General prohibitions against discrimination: Even in the midst of a pandemic, protections against discrimination under the NYCHRL remain in effect. Providers of public accommodations must be sure that their policies and practices, including those implemented in response to COVID-19, do not discriminate against or treat patrons less well based on their protected status, including race, national origin, citizenship, immigration status, and disability, among others. Providers of public accommodation may take reasonable steps to protect the health and safety of their staff and customers, and should follow local, state, and federal public health orders and recommendations.

Special guidance for essential retail services: Essential retail services, such as grocery stores and restaurants, face special challenges in the midst of the COVID-19 crisis. This guidance is intended to assist those businesses in complying with the NYCHRL, while also taking steps to protect their customers and employees, for example through policy changes recommended in the City's April 20, 2020 Frequently Asked Questions (FAQs) For Essential Retail Businesses and Their Customers During the COVID-19 Public Health Emergency. Essential retail services should bear in mind the following considerations about the NYCHRL.
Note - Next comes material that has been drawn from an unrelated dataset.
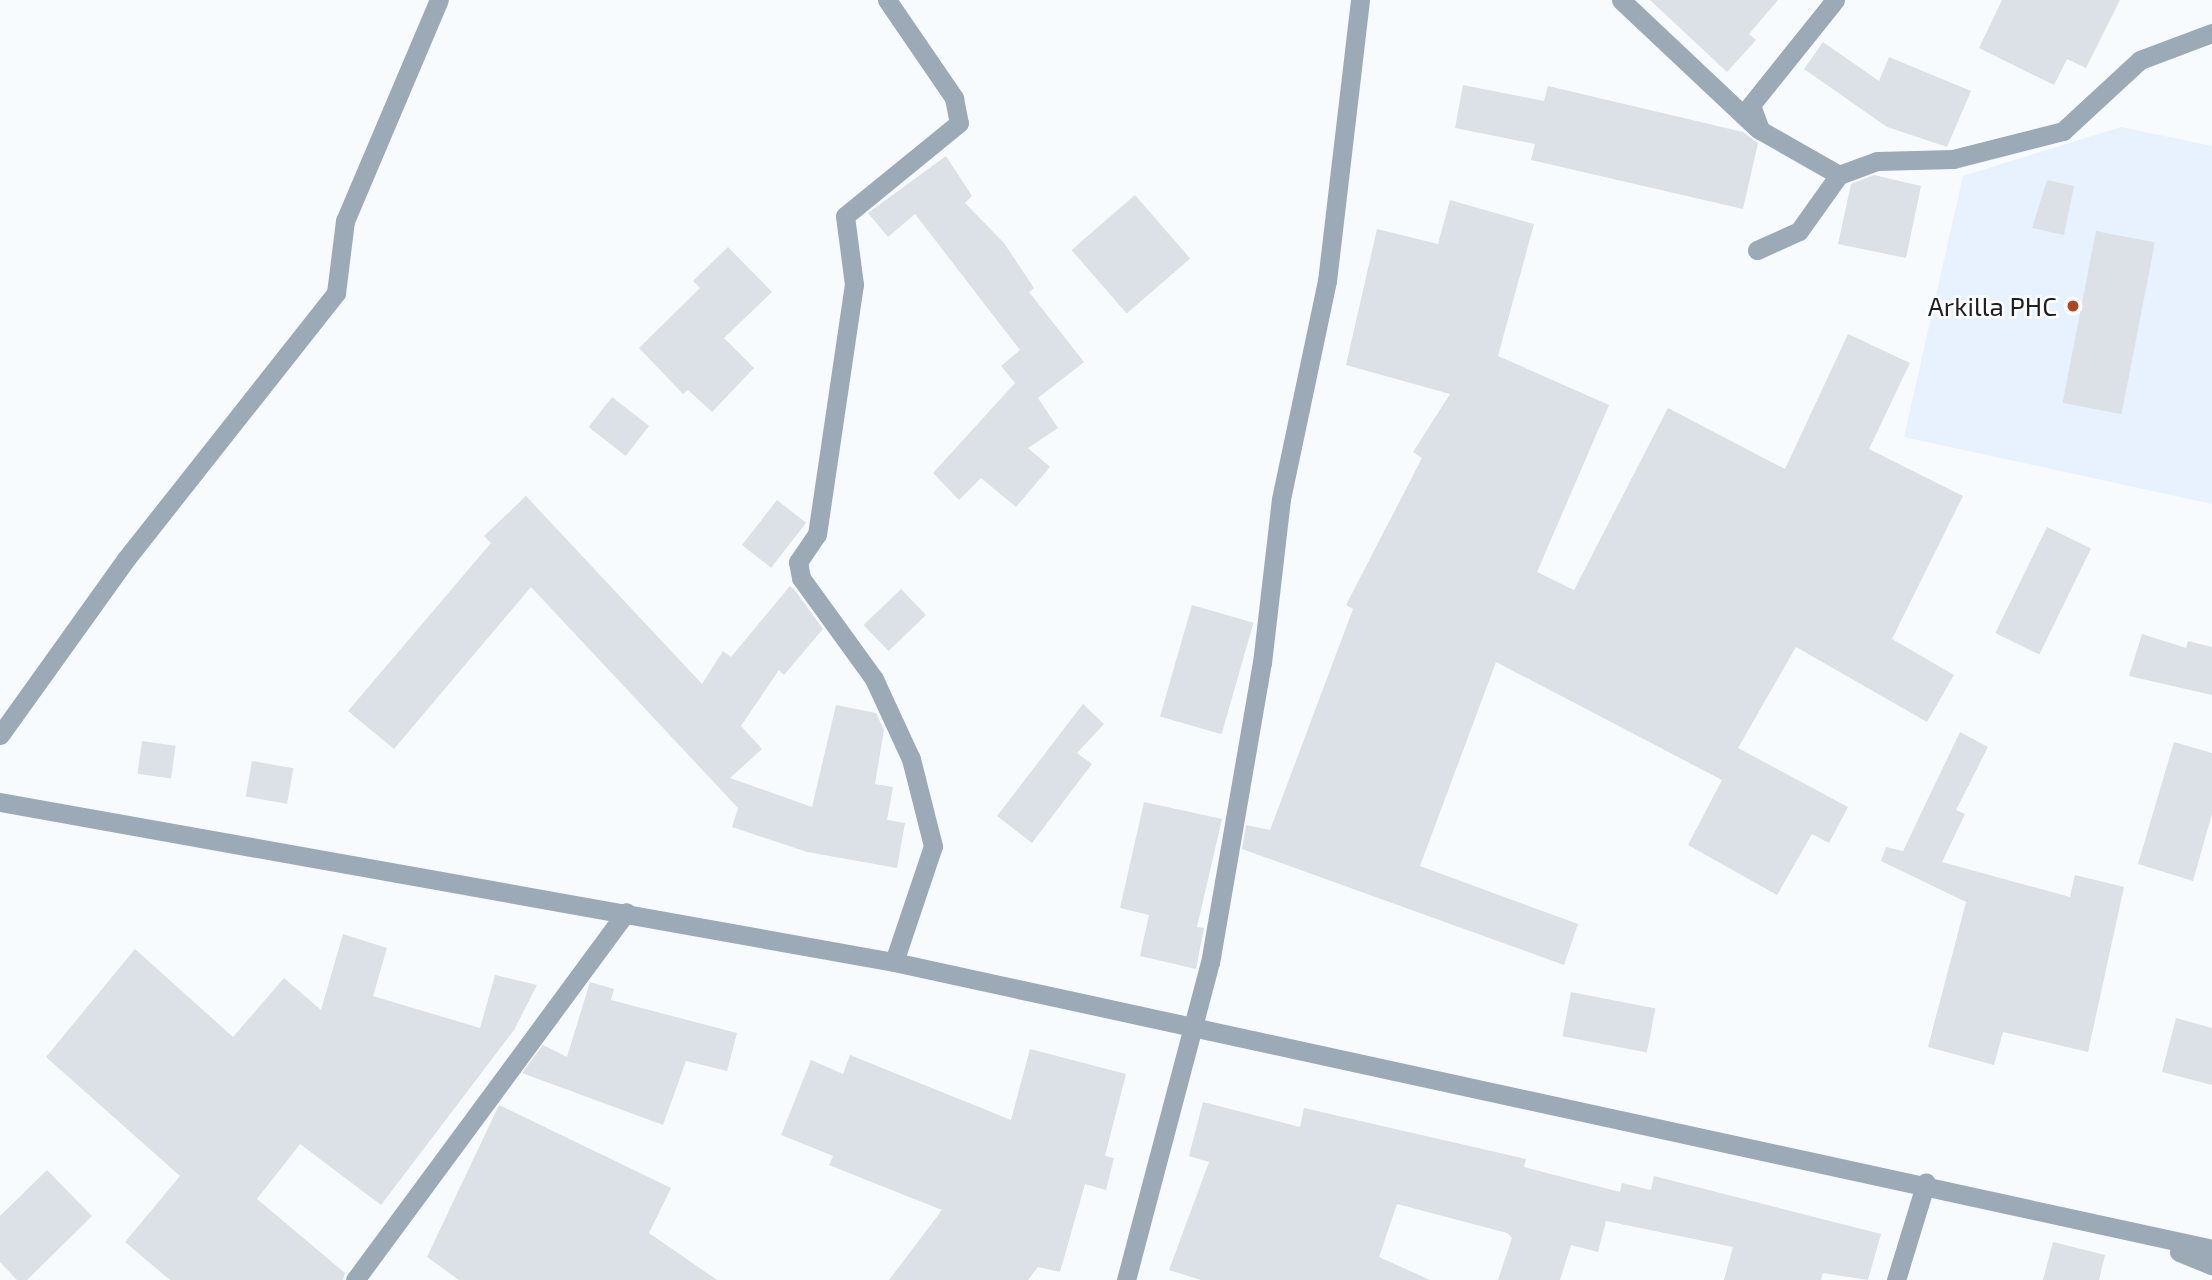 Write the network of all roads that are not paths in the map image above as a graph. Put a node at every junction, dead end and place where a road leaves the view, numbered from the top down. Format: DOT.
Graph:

  • Reasonable accommodations must be made available for people based on disability, including pregnancy-related disability. Examples may include:
    • Allowing people who are unable to stand in line for extended periods because of a disability to enter the store without waiting in the same line as other customers, or to shop during hours reserved for vulnerable populations.
    • Allowing people with disabilities who rely on the assistance of another person to enter the store with a companion, despite general policy limits restricting access to one person at a time.
  • The Commission has received reports that some stores have excluded parents and caregivers seeking to enter with a child or other dependent, on the ground that only one person may enter at a time. The City and the New York State Department of Agriculture and Markets have advised that stores “have one family member shop at a time, if possible”; however, store policies that categorically exclude customers from entering with a child or dependent may expose them to potential liability under the NYCHRL for discrimination based on age, gender, or disability. Stores may limit the total number of people admitted at a time, but should allow entrance to customers who need to carry out their shopping with their children or other dependents.
  • When faced with a request for a reasonable accommodation for a disability, stores should limit their questions to understanding the type of accommodation that would address the customer's disability-related need. Invasive inquiries about the nature of a person's disability or demands for proof are prohibited. Bearing in mind the added difficulties that people with disabilities may face when shopping during the ongoing crisis, essential retail services are encouraged to take a generous approach to providing reasonable accommodations and to ensure that, regardless of disability, all customers are able to safely obtain their services.

Additional Information

Price gouging is illegal: Medical masks, hand sanitizer, and disinfectant wipes have been temporarily declared in short supply. This means it is illegal for stores to overcharge you for these items during the shortage due to the new coronavirus. For more information, visit the NYC Department of Consumer and Worker Protection.

Paid Safe and Sick Leave Law: With some exceptions, employees who work more than 80 hours in a calendar year are guaranteed paid sick leave under New York City’s Paid Safe and Sick Leave Law. For workers who are sick and have paid sick leave, please use your paid sick leave time. Contact the NYC Department of Consumer and Worker Protection if you face retaliation or face other adverse action such as threats or discipline for using your sick leave. There are additional provisions related to leave under state and federal law that may be applicable to you.